I am married in a heterosexual relationship. I have a career. I value family. Pssst…guess what? I am a feminist.
Nevertheless I am a feminist.
No lie…there is reluctance in announcing this because I can anticipate the judgment. Being a feminist these days is deemed pejorative and conflicted. I use “conflicted” because just like there is not one type of religious belief, there is not one type of “feminist.” I also use “conflicted” because I have always felt this balance of being a “lady” (aka predetermined ideas of what I should be) and simply being the strong-minded, willful, woman that I am.
Anytime I have ever felt trapped in the role of “lady,” I have stood my ground and dug my heels in. This is especially true as a mom.
I feel my FeMoMist gaining voice. I am embracing this term as a new attribute to describe myself because it embraces motherhood as one of my many roles as a woman. So many women I know talk about their former pre-baby self as a separate self, former life, now gone. Not me.
Being a mother does not end my story but instead expands my narrative.
So…how does this translate into parenting?

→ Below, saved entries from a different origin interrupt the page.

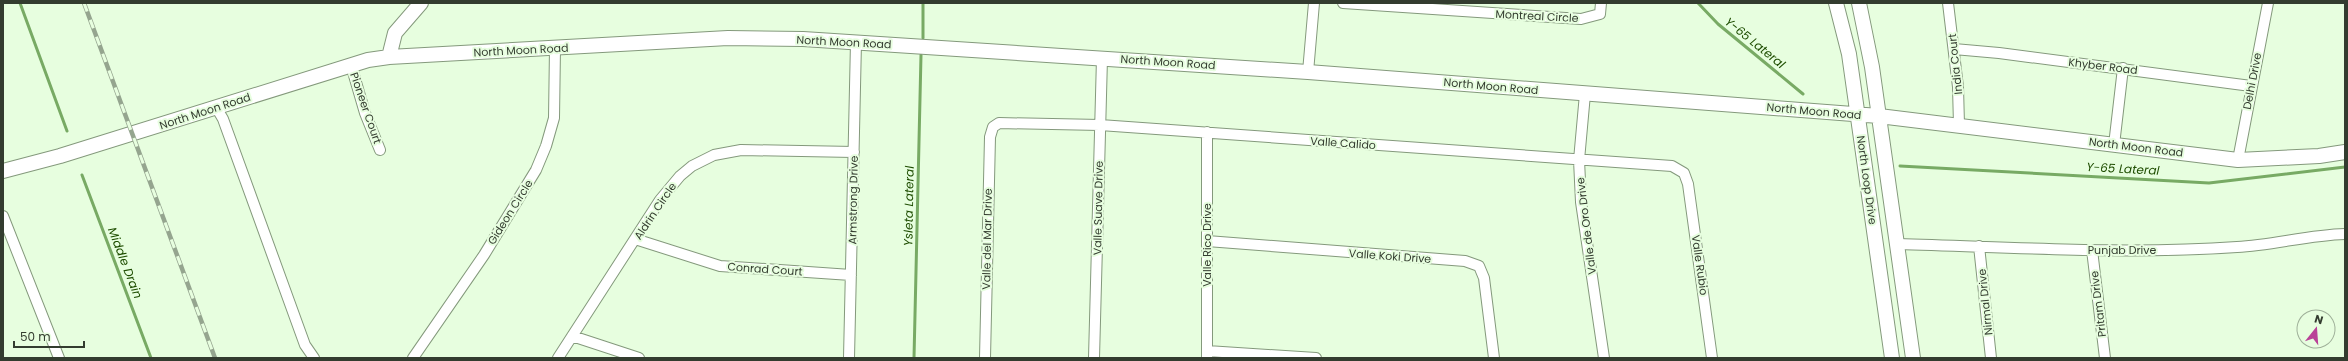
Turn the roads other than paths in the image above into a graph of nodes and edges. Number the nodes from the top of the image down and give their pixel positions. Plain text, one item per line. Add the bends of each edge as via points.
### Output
1 (421, 3) edge
2 (1314, 3) edge
3 (1342, 3) edge
4 (1601, 3) edge
5 (1836, 3) edge
6 (1859, 3) edge
7 (1948, 3) edge
8 (2268, 3) edge
9 (856, 42) junction
10 (554, 48) junction
11 (1954, 49) junction
12 (390, 57) junction
13 (1102, 58) junction
14 (351, 65) junction
15 (2123, 68) junction
16 (1308, 72) junction
17 (2251, 86) junction
18 (1585, 94) junction
19 (216, 107) junction
20 (1858, 115) junction
21 (1878, 116) junction
22 (1000, 123) joint
23 (1100, 125) junction
24 (1959, 125) junction
25 (1207, 132) junction
26 (2114, 144) junction
27 (380, 150) dead end
28 (854, 152) junction
29 (2345, 152) edge
30 (1579, 160) junction
31 (2238, 160) junction
32 (3, 171) edge
33 (1684, 173) joint
34 (3, 216) edge
35 (2345, 234) edge
36 (636, 239) junction
37 (1206, 242) junction
38 (1898, 244) junction
39 (1979, 246) junction
40 (2092, 250) junction
41 (851, 275) junction
42 (572, 336) junction
43 (1207, 354) edge
44 (59, 358) edge
45 (314, 358) edge
46 (414, 358) edge
47 (558, 358) edge
48 (640, 358) edge
49 (849, 358) edge
50 (985, 358) edge
51 (1094, 358) edge
52 (1316, 358) edge
53 (1494, 358) edge
54 (1604, 358) edge
55 (1712, 358) edge
56 (1892, 358) edge
57 (1913, 358) edge
58 (1991, 358) edge
59 (2104, 358) edge

1 - 12 street via 395,33
2 - 16 street
3 - 4 street, Montreal Circle via 1581,19 1600,14
5 - 20 street, North Loop Drive
6 - 21 street, North Loop Drive via 1872,67
7 - 11 street, India Court
8 - 17 street, Delhi Drive
9 - 10 street, North Moon Road via 728,38
9 - 13 street, North Moon Road
9 - 28 street, Armstrong Drive
10 - 12 street, North Moon Road
10 - 46 street, Gideon Circle via 554,118 536,170 484,255
11 - 15 street, Khyber Road via 1999,52
11 - 24 street, India Court
12 - 14 street, North Moon Road
13 - 16 street, North Moon Road
13 - 23 street, Valle Suave Drive
14 - 19 street, North Moon Road
14 - 27 street, Pioneer Court via 365,113
15 - 17 street, Khyber Road
15 - 26 street
16 - 18 street, North Moon Road
17 - 31 street, Delhi Drive
18 - 20 street, North Moon Road
18 - 30 street, Valle de Oro Drive
19 - 32 street, North Moon Road
19 - 45 street via 223,119 305,345
20 - 21 street, North Moon Road
20 - 56 street, North Loop Drive
21 - 24 street, North Moon Road
21 - 38 street, North Loop Drive
22 - 23 street, Valle Calido
22 - 50 street, Valle del Mar Drive via 990,137
23 - 25 street, Valle Calido
23 - 51 street, Valle Suave Drive
24 - 26 street, North Moon Road
25 - 30 street, Valle Calido
25 - 37 street, Valle Rico Drive
26 - 31 street, North Moon Road
28 - 36 street, Aldrin Circle via 740,150 714,155 692,166 680,176 660,200
28 - 41 street, Armstrong Drive
29 - 31 street, North Moon Road via 2319,156
30 - 33 street, Valle Calido via 1672,166
30 - 54 street, Valle de Oro Drive via 1581,202
33 - 55 street, Valle Rubio via 1688,184
34 - 44 street
35 - 40 street, Punjab Drive via 2238,247
36 - 41 street, Conrad Court via 720,266
36 - 42 street, Aldrin Circle
37 - 43 street, Valle Rico Drive
37 - 53 street, Valle Koki Drive via 1465,262 1479,266 1484,278
38 - 39 street, Punjab Drive
38 - 57 street, North Loop Drive
39 - 40 street, Punjab Drive
39 - 58 street, Nirmal Drive
40 - 59 street, Pritam Drive
41 - 49 street, Armstrong Drive
42 - 47 street, Aldrin Circle
42 - 48 street
43 - 52 street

Being a FeMoMist has fired me up to be even louder!
I want my son to very clearly know that his body is his body and mine is mine-so as he gets his voice and whenever he is in any position to act as an ally, he will.
My son loves me and I want him to see my uniqueness so he can appreciate this in other women rather than mislabeling on first glance. Yes it is true, I don’t wear makeup and barely have time to shave my legs BUT I am very feminine. I am also intelligent, funny, and have love in my heart.
I want my son to know that his mom and dad work equally hard so that if he is ever in a supervisory role he will reward work ethic regardless of gender.
I want my son to see how my awesome husband respects me, does not belittle me, and constantly challenges me to further my capabilities. I don’t want my son to feel threatened by a female leader but instead admire her attributes.
I also recognize that my values might not be the same as yours and what I say to that is: “You do you.”
Being a FeMoMist also respects that each woman parents differently. We do, however, have a common language of birth, concern, and fierce love.